Mahavir Prasad Dwivedi (15 May 1864 – 21 December 1938) was an Indian Hindi writer and editor. Adhunikkaal, or the Modern period of the Hindi literature, is divided into four phases, and he represents the second phase, known as the Dwivedi Yug (1893–1918) after him, which was preceded by the Bharatendu Yug (1868–1893), followed by the Chhayavad Yug (1918–1937) and the Contemporary Period  (1937–present).

Biography
He was born in Kanyakubja Brahmin family on 5 May 1864 in Daulatpur village, now in Raebareli District of Uttar Pradesh. His father Ram Sahay Dwivedi was a soldier in East India Company's army, later worked in Bombay as temple priest for the leaders of the Vallabha sampradaya.
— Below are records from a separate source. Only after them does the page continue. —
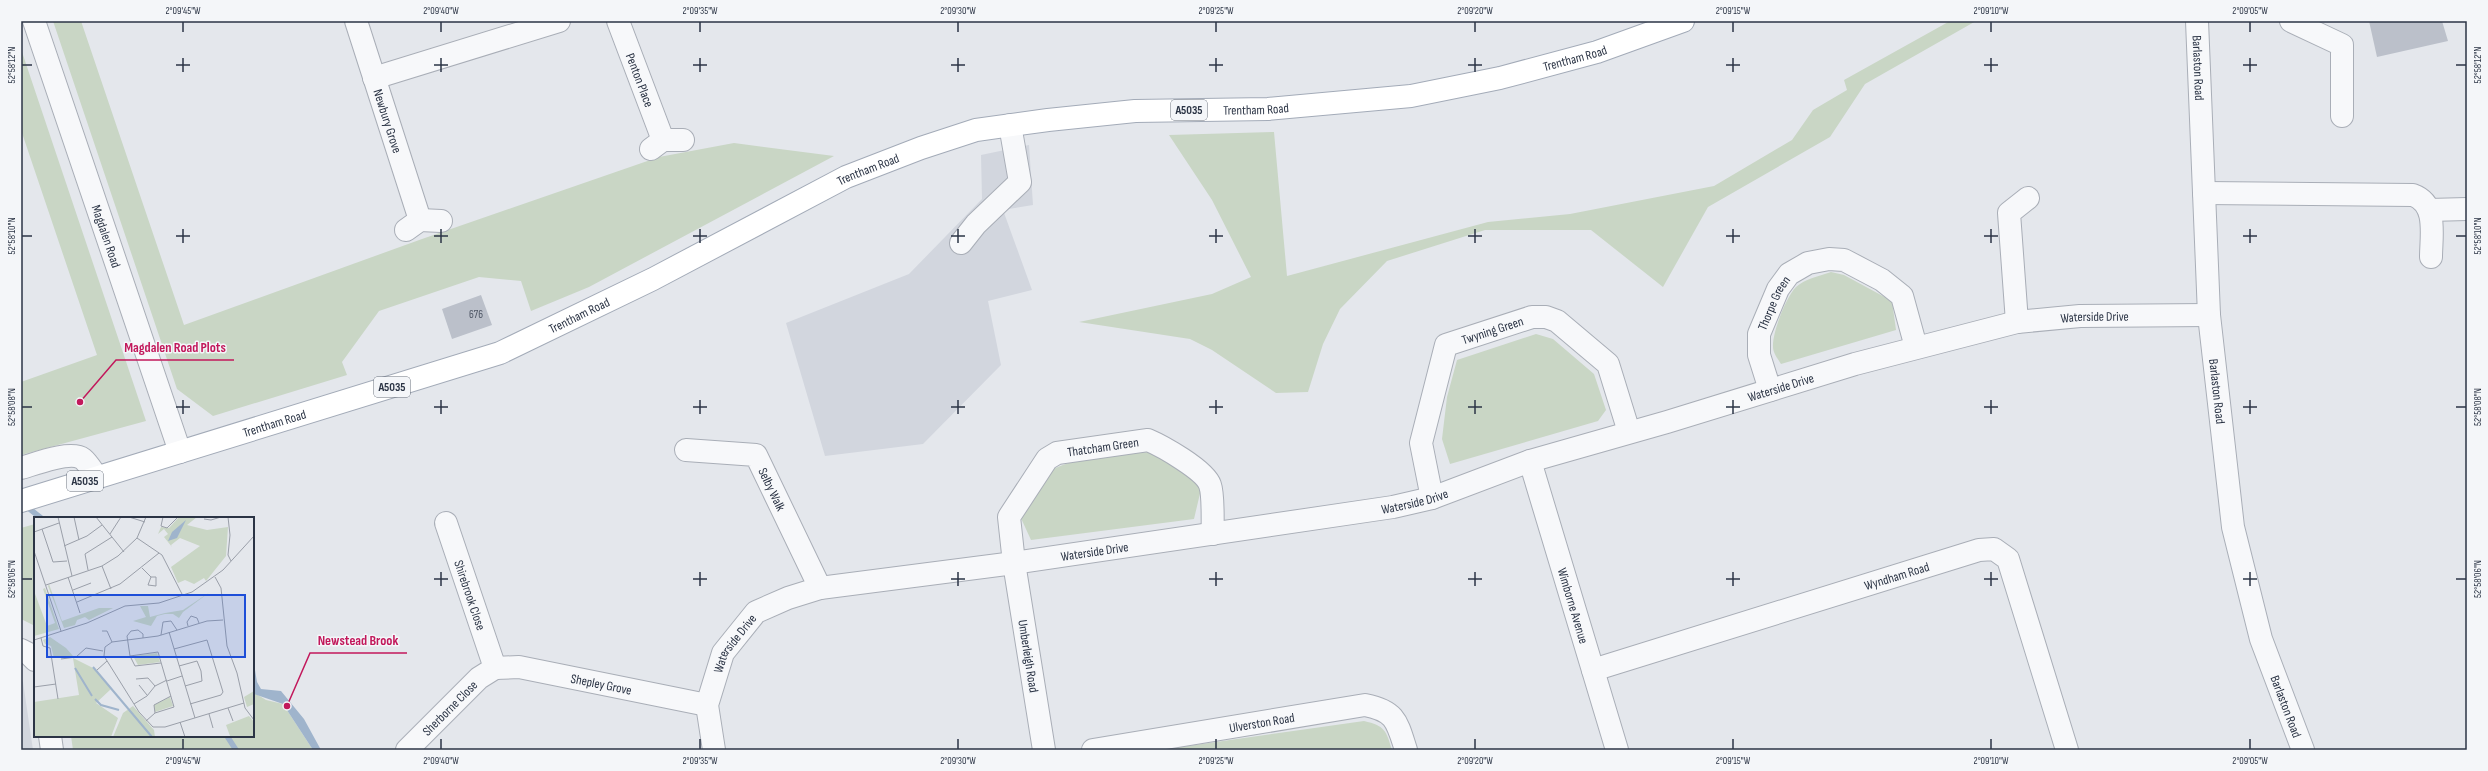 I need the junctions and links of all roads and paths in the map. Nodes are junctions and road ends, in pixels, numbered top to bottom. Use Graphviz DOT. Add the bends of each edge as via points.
graph roads {
  1 [pos="34,21"];
  2 [pos="356,21"];
  3 [pos="559,21"];
  4 [pos="618,21"];
  5 [pos="1683,21"];
  6 [pos="2197,21"];
  7 [pos="2291,21"];
  8 [pos="374,78"];
  9 [pos="2342,116"];
  10 [pos="1010,125"];
  11 [pos="666,143"];
  12 [pos="2204,193"];
  13 [pos="2028,198"];
  14 [pos="2467,209"];
  15 [pos="2430,210"];
  16 [pos="422,224"];
  17 [pos="961,243"];
  18 [pos="2431,257"];
  19 [pos="2209,315"];
  20 [pos="2017,322"];
  21 [pos="1916,347"];
  22 [pos="1770,390"];
  23 [pos="1629,432"];
  24 [pos="686,450"];
  25 [pos="180,452"];
  26 [pos="1530,461"];
  27 [pos="21,468"];
  28 [pos="96,477"];
  29 [pos="1432,498"];
  30 [pos="30,499"];
  31 [pos="446,522"];
  32 [pos="1213,534"];
  33 [pos="1014,563"];
  34 [pos="820,588"];
  35 [pos="21,650"];
  36 [pos="34,659"];
  37 [pos="495,668"];
  38 [pos="1593,670"];
  39 [pos="707,705"];
  40 [pos="50,737"];
  41 [pos="52,750"];
  42 [pos="407,750"];
  43 [pos="714,750"];
  44 [pos="1044,750"];
  45 [pos="1093,750"];
  46 [pos="1406,750"];
  47 [pos="1617,750"];
  48 [pos="2067,750"];
  49 [pos="2303,750"];
  1 -- 25 [label="street, Magdalen Road"];
  2 -- 8 [label="street, Newbury Grove"];
  3 -- 8 [label="street"];
  4 -- 11 [label="street, Penton Place"];
  5 -- 10 [label="main road, Trentham Road / A5035" via="1596,52 1500,78 1410,96 1268,109 1135,111"];
  6 -- 12 [label="street, Barlaston Road"];
  7 -- 9 [label="street" via="2342,45"];
  8 -- 16 [label="street, Newbury Grove"];
  10 -- 17 [label="street" via="1020,182 976,224"];
  10 -- 25 [label="main road, Trentham Road / A5035" via="976,130 928,145 846,177 653,279 500,353"];
  12 -- 15 [label="street" via="2408,194 2423,200"];
  12 -- 19 [label="street, Barlaston Road"];
  13 -- 20 [label="street" via="2009,213"];
  14 -- 15 [label="street"];
  15 -- 18 [label="street"];
  19 -- 20 [label="street, Waterside Drive" via="2080,316"];
  19 -- 49 [label="street, Barlaston Road" via="2233,527 2261,639"];
  20 -- 21 [label="street, Waterside Drive"];
  21 -- 22 [label="street, Waterside Drive"];
  21 -- 22 [label="street, Thorpe Green" via="1902,296 1882,280 1844,260 1829,259 1808,263 1789,274 1778,289 1758,334 1758,355"];
  22 -- 23 [label="street, Waterside Drive"];
  23 -- 26 [label="street, Waterside Drive"];
  23 -- 29 [label="street, Twyning Green" via="1608,364 1558,321 1546,317 1532,317 1459,339 1446,345 1421,443"];
  24 -- 34 [label="street, Selby Walk" via="756,455"];
  25 -- 28 [label="main road, Trentham Road / A5035"];
  26 -- 29 [label="street, Waterside Drive"];
  26 -- 38 [label="street, Wimborne Avenue"];
  27 -- 28 [label="street" via="74,456 83,459"];
  28 -- 30 [label="main road, Trentham Road / A5035"];
  29 -- 32 [label="street, Waterside Drive" via="1393,508"];
  31 -- 37 [label="street, Shirebrook Close"];
  32 -- 33 [label="street, Waterside Drive"];
  32 -- 33 [label="street, Thatcham Green" via="1210,485 1202,474 1160,445 1148,440 1057,453 1047,459 1009,517"];
  33 -- 34 [label="street, Waterside Drive"];
  33 -- 44 [label="street, Umberleigh Road"];
  34 -- 39 [label="street, Waterside Drive" via="756,612 723,654"];
  35 -- 36 [label="street"];
  37 -- 39 [label="street, Shepley Grove" via="519,667"];
  37 -- 42 [label="street, Sherborne Close" via="467,689"];
  38 -- 47 [label="street, Wimborne Avenue"];
  38 -- 48 [label="street, Wyndham Road" via="1979,550 1994,549 2008,559"];
  39 -- 43 [label="street, Waterside Drive"];
  40 -- 41 [label="street"];
  45 -- 46 [label="street, Ulverston Road" via="1365,705 1380,708 1391,714"];
} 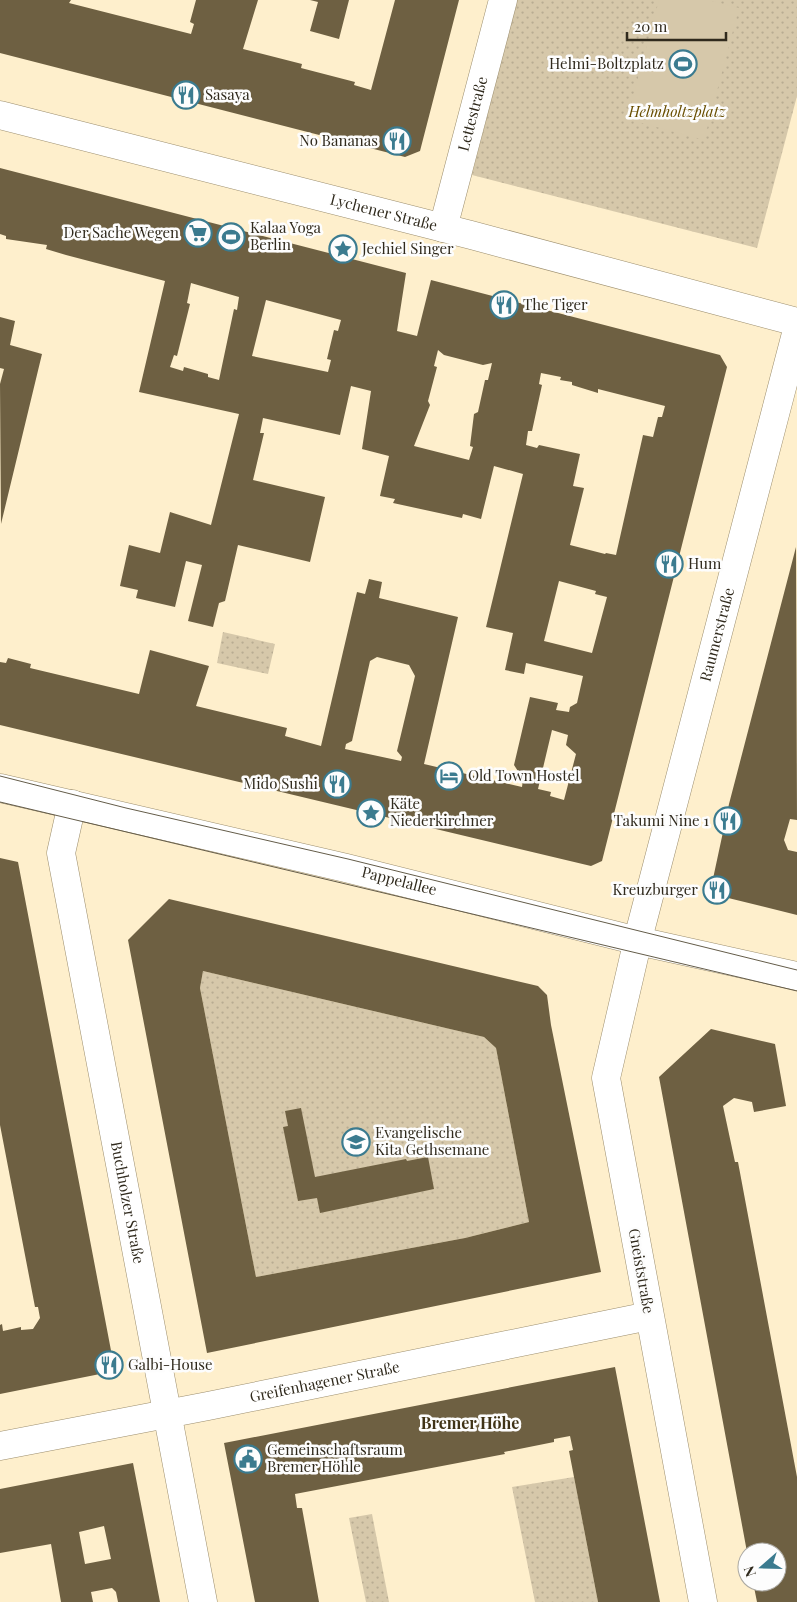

Dwivedi received his early education in Sanskrit at his home, and in Hindi and Urdu at the Daulatpur village school. At the age of thirteen, he was sent to the district school in Raibareli, where he studied English and Persian for one year, and then attended schools in Purva, Fatehpur, and Unao for four years.

Career
During his Indian Railways service in Jhansi in the 1880s, Dwivedi earned wide fame as a writer and litterateur. He published his translations and the critical works including Sahitya Sandarbh and  Vichar Vimarsh.

In 1903, Dwivedi joined the Hindi monthly, Saraswati and was able to edit the journal with a knowledge of both classical and contemporary literature gained from his writing experiences. During his tenure as the editor (1903–20), Saraswati became most popular Hindi magazine.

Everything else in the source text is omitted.